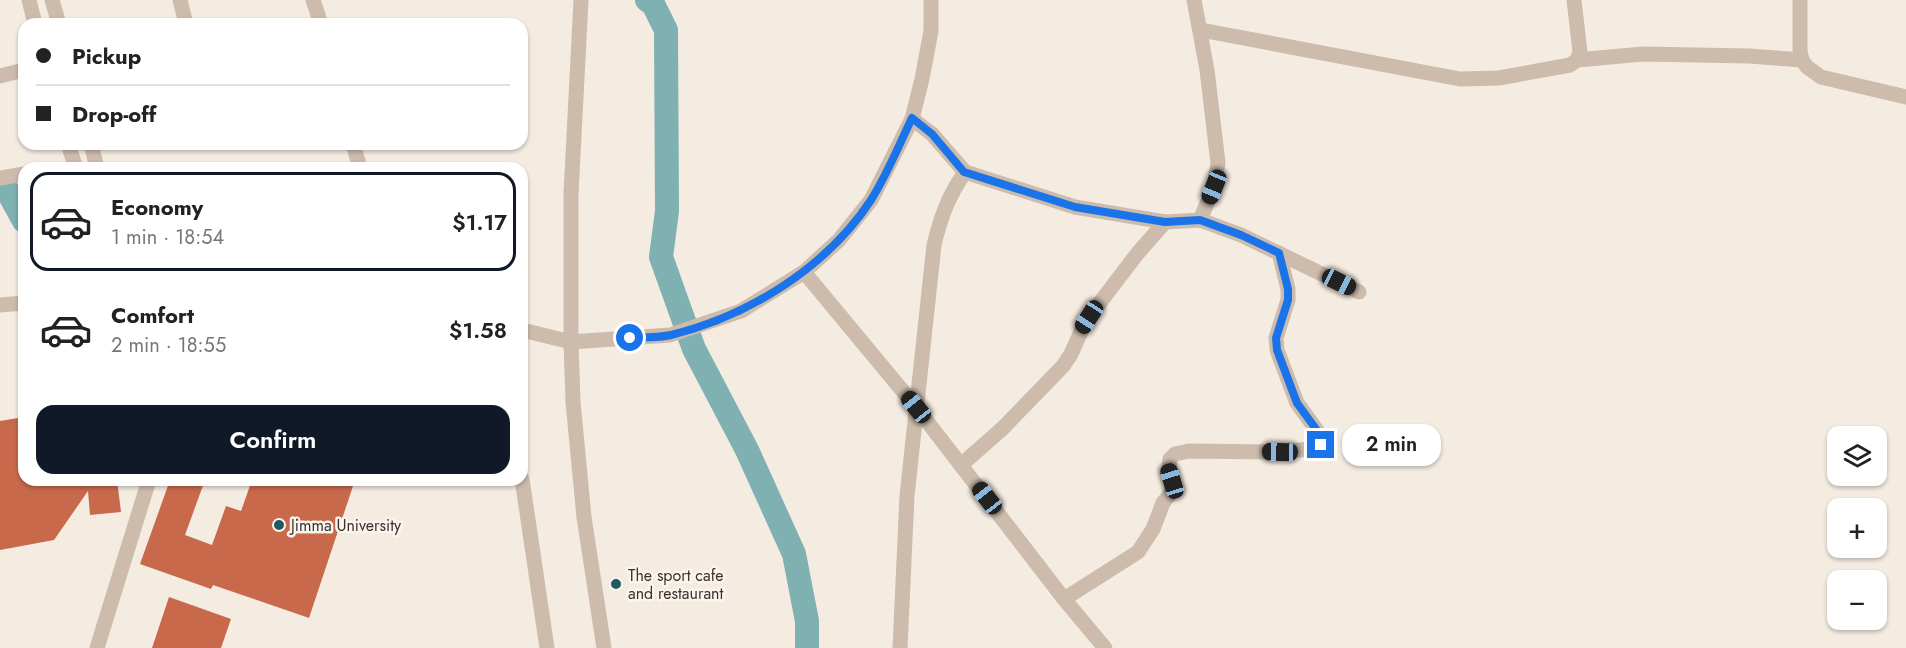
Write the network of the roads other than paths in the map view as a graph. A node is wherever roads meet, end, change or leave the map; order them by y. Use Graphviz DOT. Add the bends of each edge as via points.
graph roads {
  1 [pos="30,0"];
  2 [pos="52,0"];
  3 [pos="180,0"];
  4 [pos="313,0"];
  5 [pos="581,0"];
  6 [pos="931,0"];
  7 [pos="1194,0"];
  8 [pos="1574,0"];
  9 [pos="1800,0"];
  10 [pos="34,18"];
  11 [pos="57,18"];
  12 [pos="184,18"];
  13 [pos="319,18"];
  14 [pos="1201,30"];
  15 [pos="1577,60"];
  16 [pos="1802,60"];
  17 [pos="18,72"];
  18 [pos="0,76"];
  19 [pos="1906,97"];
  20 [pos="912,118"];
  21 [pos="964,172"];
  22 [pos="18,175"];
  23 [pos="0,178"];
  24 [pos="1200,220"];
  25 [pos="1165,222"];
  26 [pos="1279,253"];
  27 [pos="804,272"];
  28 [pos="1359,292"];
  29 [pos="18,304"];
  30 [pos="0,305"];
  31 [pos="528,331"];
  32 [pos="571,342"];
  33 [pos="916,407"];
  34 [pos="961,465"];
  35 [pos="147,486"];
  36 [pos="523,486"];
  37 [pos="1064,599"];
  38 [pos="98,648"];
  39 [pos="547,648"];
  40 [pos="604,648"];
  41 [pos="900,648"];
  42 [pos="1105,648"];
  1 -- 10 [label="street"];
  2 -- 11 [label="street"];
  3 -- 12 [label="street"];
  4 -- 13 [label="street"];
  5 -- 32 [label="street" via="571,194"];
  6 -- 20 [label="street" via="931,31"];
  7 -- 14 [label="street"];
  8 -- 15 [label="street" via="1580,52"];
  9 -- 16 [label="street"];
  14 -- 15 [label="street" via="1460,80 1499,78 1570,65"];
  14 -- 24 [label="street" via="1218,163 1214,187"];
  15 -- 16 [label="street" via="1643,54"];
  16 -- 19 [label="street" via="1821,77"];
  17 -- 18 [label="street"];
  20 -- 21 [label="street" via="932,134"];
  20 -- 27 [label="street" via="871,200 839,240"];
  21 -- 25 [label="street" via="1075,207"];
  21 -- 33 [label="street" via="950,195 934,245"];
  22 -- 23 [label="street"];
  24 -- 25 [label="street"];
  24 -- 26 [label="street"];
  25 -- 34 [label="street" via="1089,317 1063,366 1004,428"];
  26 -- 28 [label="street"];
  26 -- 37 [label="street" via="1288,300 1276,338 1277,350 1297,403 1321,436 1320,448 1175,454 1169,469 1173,490 1137,552"];
  27 -- 32 [label="street" via="736,313 670,335"];
  27 -- 33 [label="street"];
  29 -- 30 [label="street"];
  31 -- 32 [label="street"];
  32 -- 40 [label="street" via="584,517"];
  33 -- 34 [label="street"];
  33 -- 41 [label="street" via="907,496"];
  34 -- 37 [label="street"];
  35 -- 38 [label="street"];
  36 -- 39 [label="street"];
  37 -- 42 [label="street"];
}
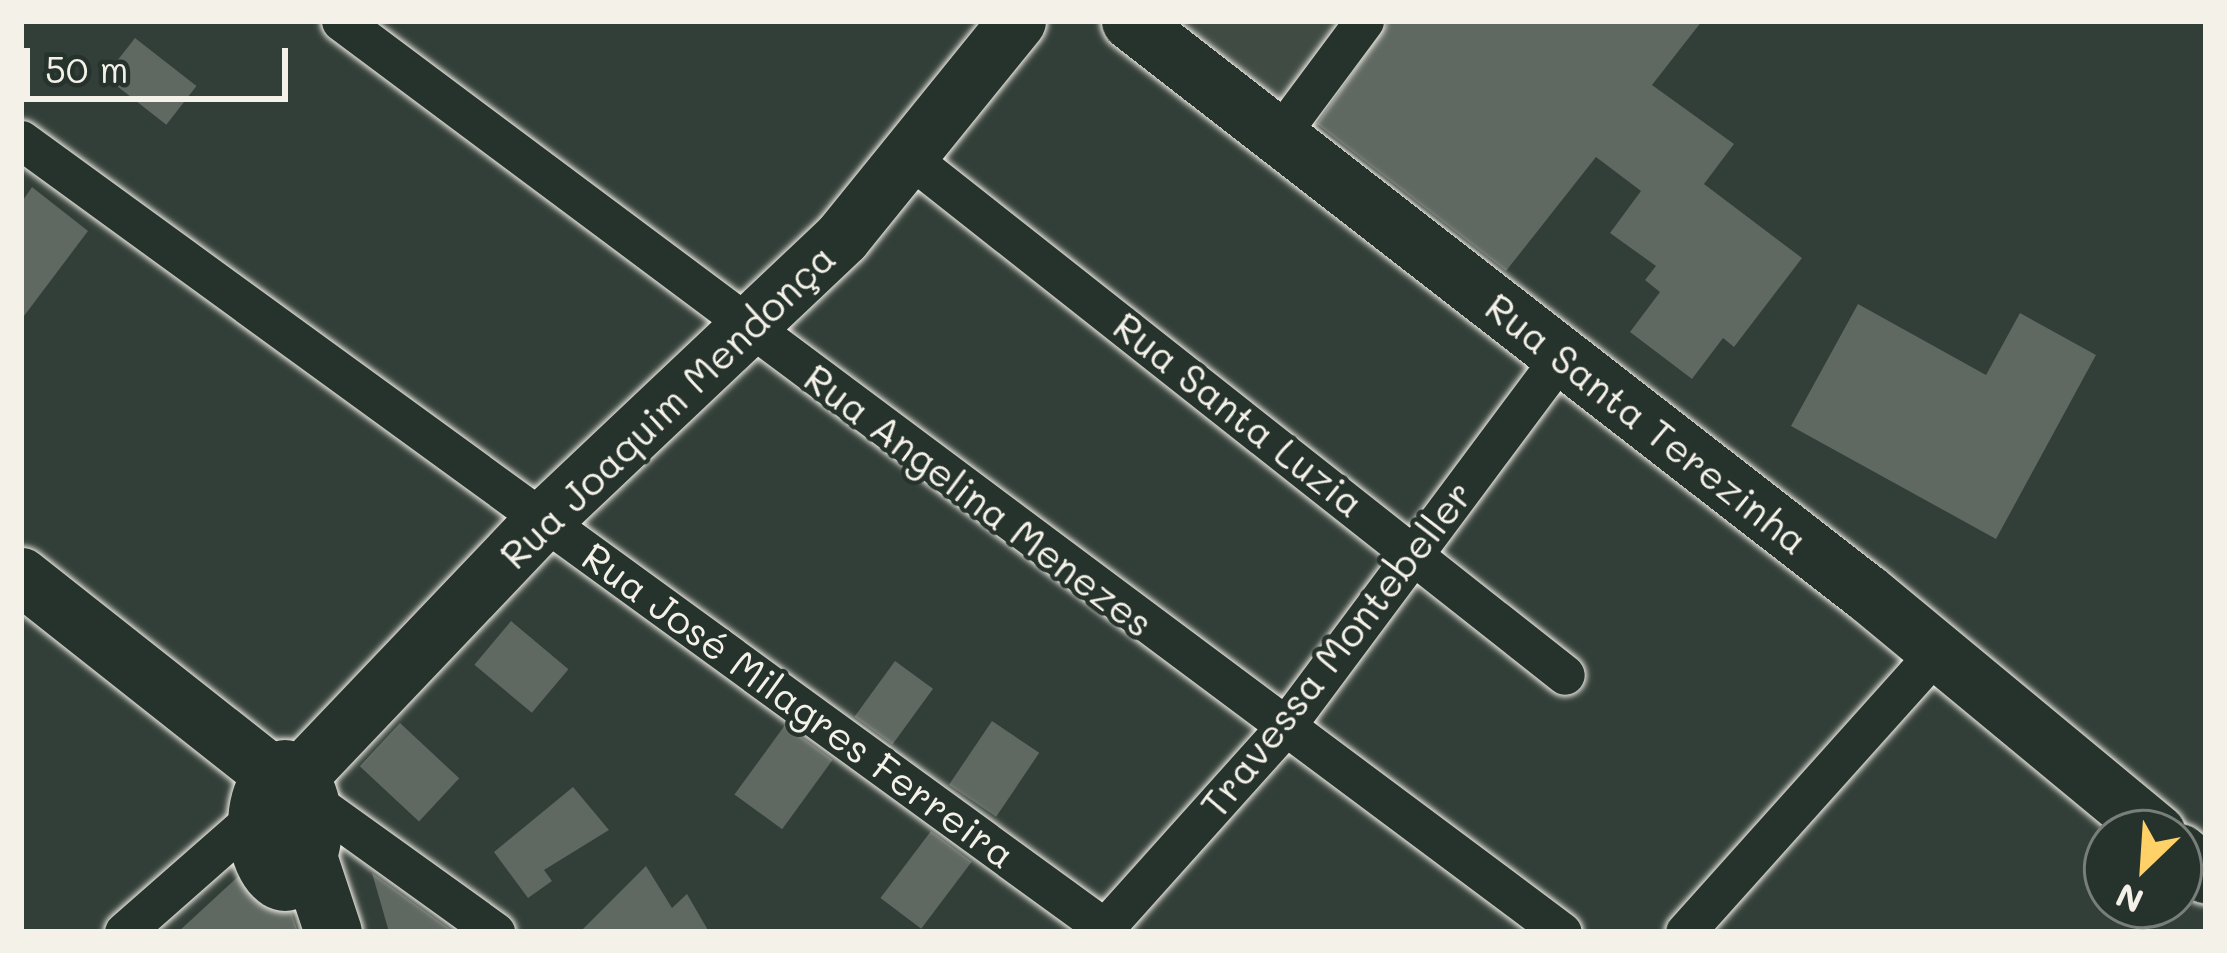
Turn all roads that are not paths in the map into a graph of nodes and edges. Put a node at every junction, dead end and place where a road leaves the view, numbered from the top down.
1 (341, 21) edge
2 (1017, 21) edge
3 (1130, 21) edge
4 (1364, 21) edge
5 (1280, 134) junction
6 (21, 140) edge
7 (910, 158) junction
8 (752, 327) junction
9 (1560, 358) junction
10 (544, 520) junction
11 (1417, 553) junction
12 (21, 576) edge
13 (1937, 651) junction
14 (1565, 675) dead end
15 (1284, 728) junction
16 (286, 793) junction
17 (2128, 809) edge
18 (1106, 931) edge
19 (124, 932) edge
20 (333, 932) edge
21 (495, 932) edge
22 (1562, 932) edge
23 (1685, 932) edge

1 - 8 street, Rua Angelina Menezes
2 - 7 street, Rua Joaquim Mendonça
3 - 5 street, Rua Santa Terezinha
4 - 5 street
5 - 9 street, Rua Santa Terezinha
6 - 10 street, Rua José Milagres Ferreira
7 - 8 street, Rua Joaquim Mendonça
7 - 11 street, Rua Santa Luzia
8 - 10 street, Rua Joaquim Mendonça
8 - 15 street, Rua Angelina Menezes
9 - 11 street, Travessa Montebeller
9 - 13 street, Rua Santa Terezinha
10 - 16 street, Rua Joaquim Mendonça
10 - 18 street, Rua José Milagres Ferreira
11 - 14 street, Rua Santa Luzia
11 - 15 street, Travessa Montebeller
12 - 16 street
13 - 17 street, Rua Santa Terezinha
13 - 23 street
15 - 18 street, Travessa Montebeller
15 - 22 street, Rua Angelina Menezes
16 - 19 street, Rua Joaquim Mendonça
16 - 20 street
16 - 21 street

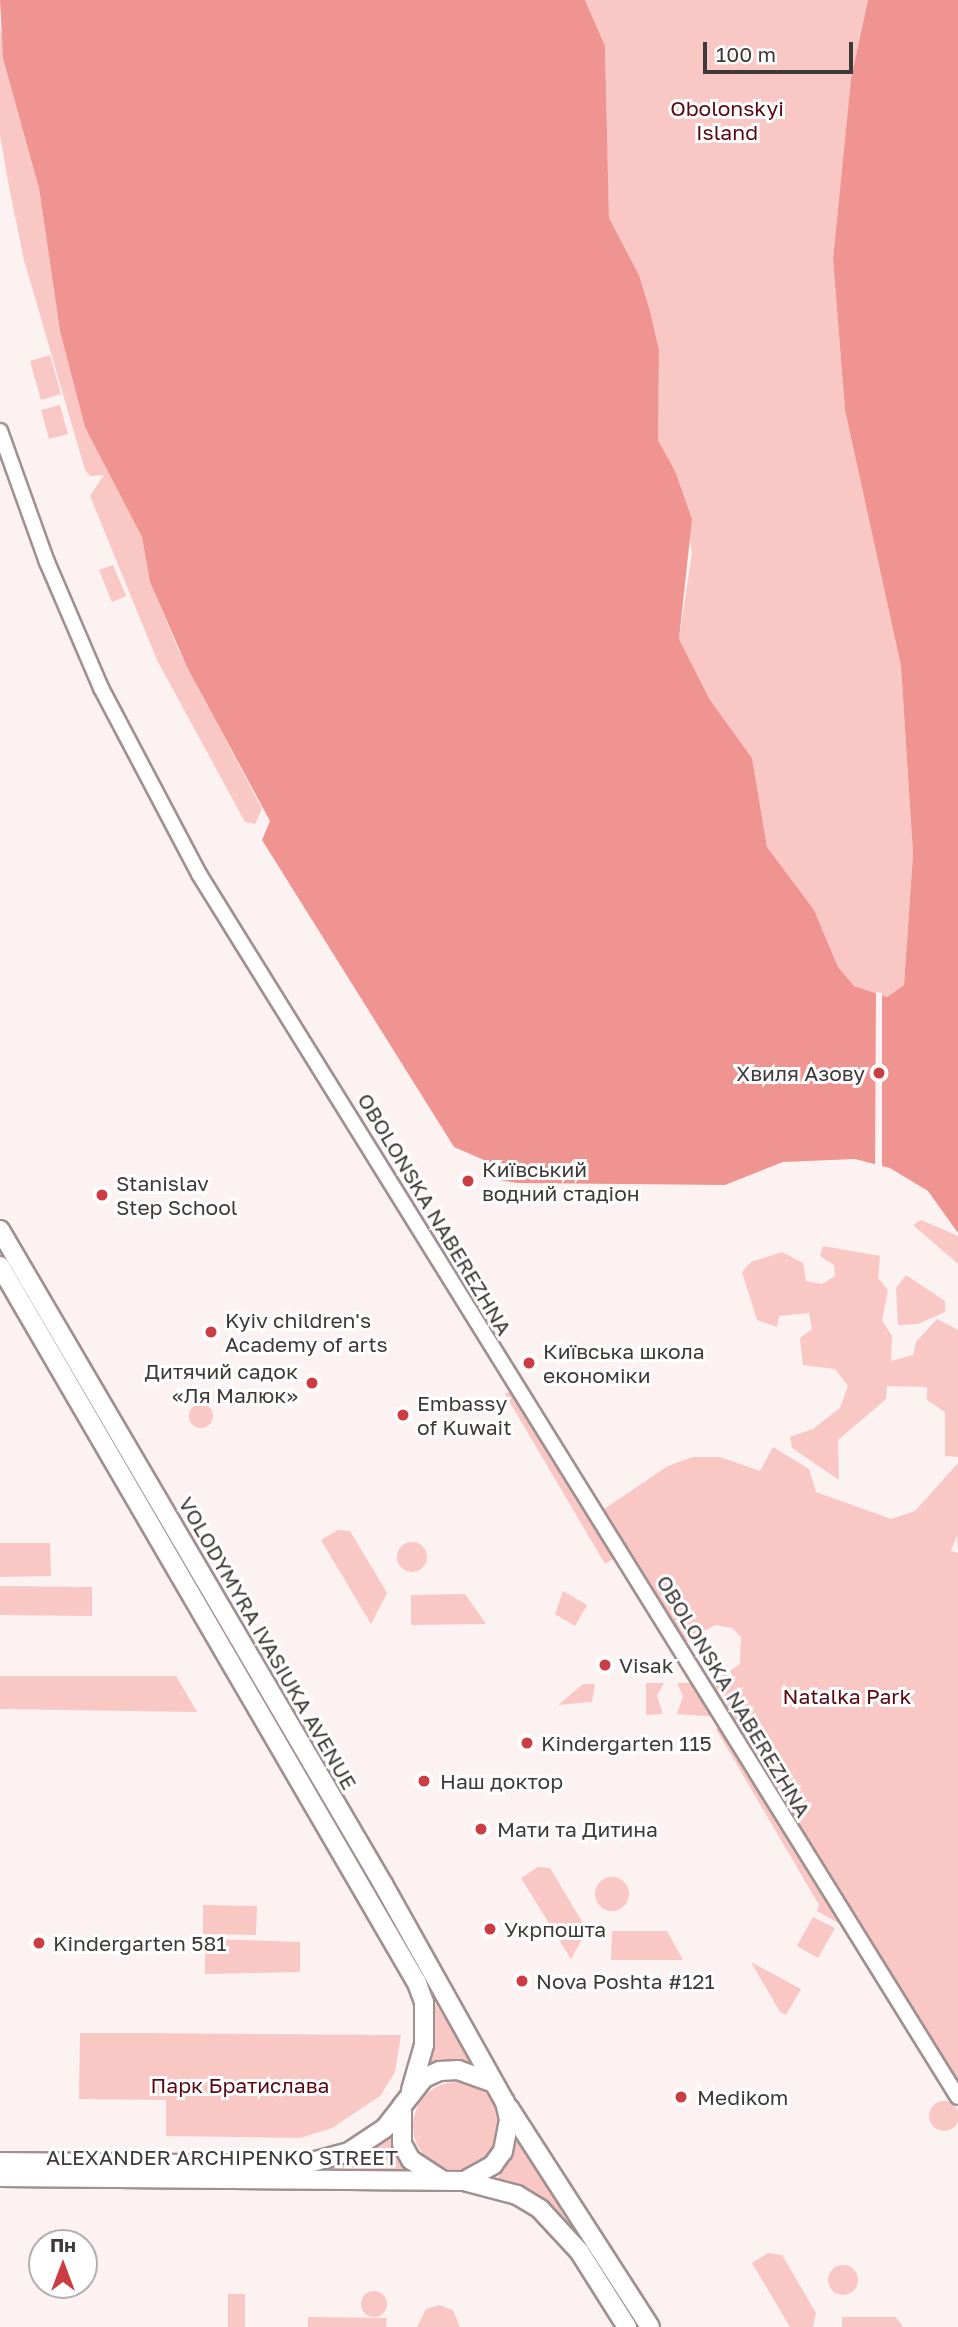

# # # # # # #

■ YOUR ASSIGNMENT:
Read the data above. Pull out each line in which the string "Terezinha" appears.

■ EXERCISE RESPONSE:
3 - 5 street, Rua Santa Terezinha
5 - 9 street, Rua Santa Terezinha
9 - 13 street, Rua Santa Terezinha
13 - 17 street, Rua Santa Terezinha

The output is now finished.